The film is based on the 1972 Italian action crime movie The Master Touch.
It was later remade into Tamil as Viduthalai starring Rajinikanth, Vishnuvardhan and Madhavi with Sivaji Ganesan, which was a moderate success at the box office, however, over the years the film has achieved a cult following.

Plot
Rajesh (Feroz Khan) was a motorcycle stuntman in a circus and is now a thief, expert in breaking open treasuries. In one such robbery, he is being watched by police inspector Amjad Khan (Amjad Khan). Sheela (Zeenat Aman) is a gorgeous disco club dancer and singer. Rajesh and Sheela are in love. Rajesh has not disclosed to Sheela that he is a thief. Inspector Amjad Khan arrests Rajesh for theft after he is seen by an officer at a traffic accident. The court sentences Rajesh to two years' imprisonment. Sheela is devastated after she realises Rajesh was a thief. Rajesh meets Vikram in jail. The evil brother-sister duo, Vikram (Shakti Kapoor) and Jwaala (Aruna Irani) seek revenge against crime boss Rakka (Amrish Puri), who cheated Jwaala and siphoned her money.

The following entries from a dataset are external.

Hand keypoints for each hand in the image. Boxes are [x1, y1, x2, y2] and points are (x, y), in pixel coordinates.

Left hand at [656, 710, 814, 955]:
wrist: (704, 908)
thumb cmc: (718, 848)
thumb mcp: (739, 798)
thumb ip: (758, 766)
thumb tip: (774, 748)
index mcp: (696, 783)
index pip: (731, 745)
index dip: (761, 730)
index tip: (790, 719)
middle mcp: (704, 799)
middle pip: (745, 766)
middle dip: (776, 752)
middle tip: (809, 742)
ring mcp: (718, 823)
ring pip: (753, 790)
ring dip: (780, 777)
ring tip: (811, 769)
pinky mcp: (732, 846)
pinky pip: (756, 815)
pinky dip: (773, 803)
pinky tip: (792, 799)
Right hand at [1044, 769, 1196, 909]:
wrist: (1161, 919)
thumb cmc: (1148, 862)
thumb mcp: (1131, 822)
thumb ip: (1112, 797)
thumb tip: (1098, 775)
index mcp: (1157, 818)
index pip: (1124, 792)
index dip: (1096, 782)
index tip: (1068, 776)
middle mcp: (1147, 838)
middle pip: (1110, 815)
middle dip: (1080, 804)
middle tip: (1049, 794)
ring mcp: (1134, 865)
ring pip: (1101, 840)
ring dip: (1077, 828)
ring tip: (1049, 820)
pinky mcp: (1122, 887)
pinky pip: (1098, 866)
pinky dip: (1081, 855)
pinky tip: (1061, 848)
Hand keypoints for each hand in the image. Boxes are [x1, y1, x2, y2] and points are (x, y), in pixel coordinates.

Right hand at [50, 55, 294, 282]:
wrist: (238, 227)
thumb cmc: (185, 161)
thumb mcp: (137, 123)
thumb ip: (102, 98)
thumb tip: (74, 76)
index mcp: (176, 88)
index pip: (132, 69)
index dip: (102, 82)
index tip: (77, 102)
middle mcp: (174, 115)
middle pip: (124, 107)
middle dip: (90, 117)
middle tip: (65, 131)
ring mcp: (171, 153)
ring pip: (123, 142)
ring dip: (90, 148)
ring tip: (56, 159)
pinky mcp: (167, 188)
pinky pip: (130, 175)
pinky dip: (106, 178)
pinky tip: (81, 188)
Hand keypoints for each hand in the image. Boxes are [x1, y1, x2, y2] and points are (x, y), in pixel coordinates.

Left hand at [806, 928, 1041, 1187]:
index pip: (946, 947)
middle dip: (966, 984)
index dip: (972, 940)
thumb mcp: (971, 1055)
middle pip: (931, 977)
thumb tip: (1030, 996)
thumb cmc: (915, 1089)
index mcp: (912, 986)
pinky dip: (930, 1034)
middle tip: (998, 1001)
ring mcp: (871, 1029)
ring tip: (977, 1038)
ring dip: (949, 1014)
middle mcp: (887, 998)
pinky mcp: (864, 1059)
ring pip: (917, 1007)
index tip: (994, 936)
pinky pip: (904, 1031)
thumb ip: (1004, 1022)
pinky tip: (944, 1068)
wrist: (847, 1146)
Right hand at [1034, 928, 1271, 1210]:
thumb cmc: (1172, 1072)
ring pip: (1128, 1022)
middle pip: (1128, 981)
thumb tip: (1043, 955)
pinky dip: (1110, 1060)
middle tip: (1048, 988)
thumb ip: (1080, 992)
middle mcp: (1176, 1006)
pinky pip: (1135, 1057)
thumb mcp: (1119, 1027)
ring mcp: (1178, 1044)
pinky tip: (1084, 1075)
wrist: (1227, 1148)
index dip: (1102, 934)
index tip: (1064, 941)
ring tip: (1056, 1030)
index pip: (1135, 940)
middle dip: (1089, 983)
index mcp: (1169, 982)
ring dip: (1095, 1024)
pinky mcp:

Meanwhile, Amar (Vinod Khanna) is an ace crime member in Rakka's gang who revolts against Rakka. He is a widower with a daughter Tina (Natasha Chopra) studying in a boarding school. However, before quitting Rakka's gang, Amar has committed a crime, masked,  and inspector Amjad Khan is investigating that case. Amar saves Sheela from a gang of rowdy bikers. They meet regularly as Sheela likes Amar's daughter Tina. Soon, Amar begins to love Sheela, who does not reciprocate because she still loves Rajesh. After a short time, Amar and Sheela get together. Rajesh completes his jail sentence. While returning, he meets Vikram who again reminds him of the deal to rob Rakka. During the conversation, Amar incidentally reaches the site and a fist fight ensues between Amar and Vikram. While fleeing, Vikram swears revenge against Amar. Thus Rajesh and Amar meet for the first time. Rajesh takes Amar to introduce him to Sheela; Sheela and Amar pretend as if they do not know each other since they don't want Rajesh to unnecessarily suspect them.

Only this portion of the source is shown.